Lutte contre les VBG

Au Burundi, les normes liées au genre et l’acceptabilité de la violence exercent une grande influence sur la prévalence des VBG. En effet, les hommes et les femmes pensent que le comportement du mari est justifié lorsqu’il bat sa femme si elle désobéit et/ou refuse d’avoir des relations. Même dans des contextes où il n’existe pas une approbation ouverte de la violence contre les femmes, la société jette souvent le blâme sur les femmes et les stigmatise, en cas de violence physique et sexuelle, plutôt que sur les agresseurs masculins. C’est dans ce contexte que cette pensée perpétue les maux vécus par les femmes, dont les ressources pour s’autonomiser restent en deçà de leurs capacités.

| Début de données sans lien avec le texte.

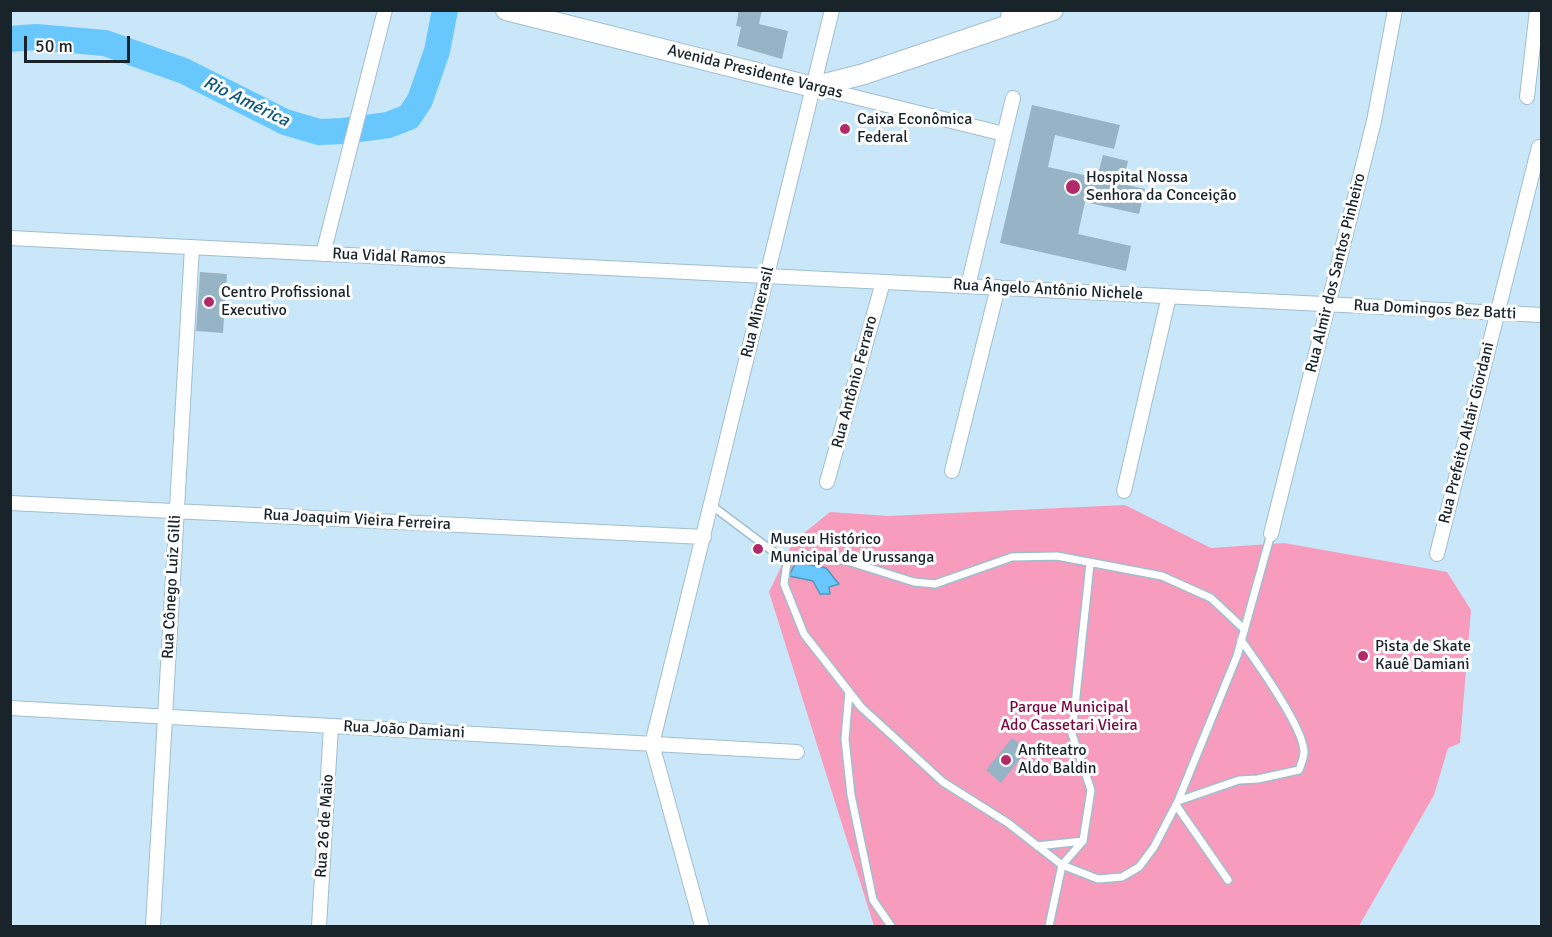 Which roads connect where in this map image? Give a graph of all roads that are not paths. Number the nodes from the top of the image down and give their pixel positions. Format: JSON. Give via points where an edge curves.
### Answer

Ceci est fait à travers une approche holistique menée par le Centre Giriteka.

Approche holistique

A travers cette approche, le Centre Giriteka répond de manière globale multisectorielle aux besoins des victimes/survivantes de VSBG, en matière de santé physique et mentale, d’accompagnement psychosocial, judiciaire et juridique et de réinsertion socio-économique.

Les victimes soient informées de l’éventail des services et de leurs conditions afin de faciliter leur accès et leur prise de décision quant aux services à recevoir, en assurant le passage d’état de victime à celui de survivante, dans un contexte de traumatisme, à travers un processus de changement conduisant à l’autonomie.

Ceci repose sur la collaboration effective et efficace entre les divers intervenants concernés, notamment par des références et contre références et par des échanges sur les cas traités, dans une perspective commune de répondre — idéalement — à l’ensemble des besoins, le Centre Giriteka s’assure que la réponse soit adéquate, rapide, respectueuse, discrète, emphatique et professionnelle.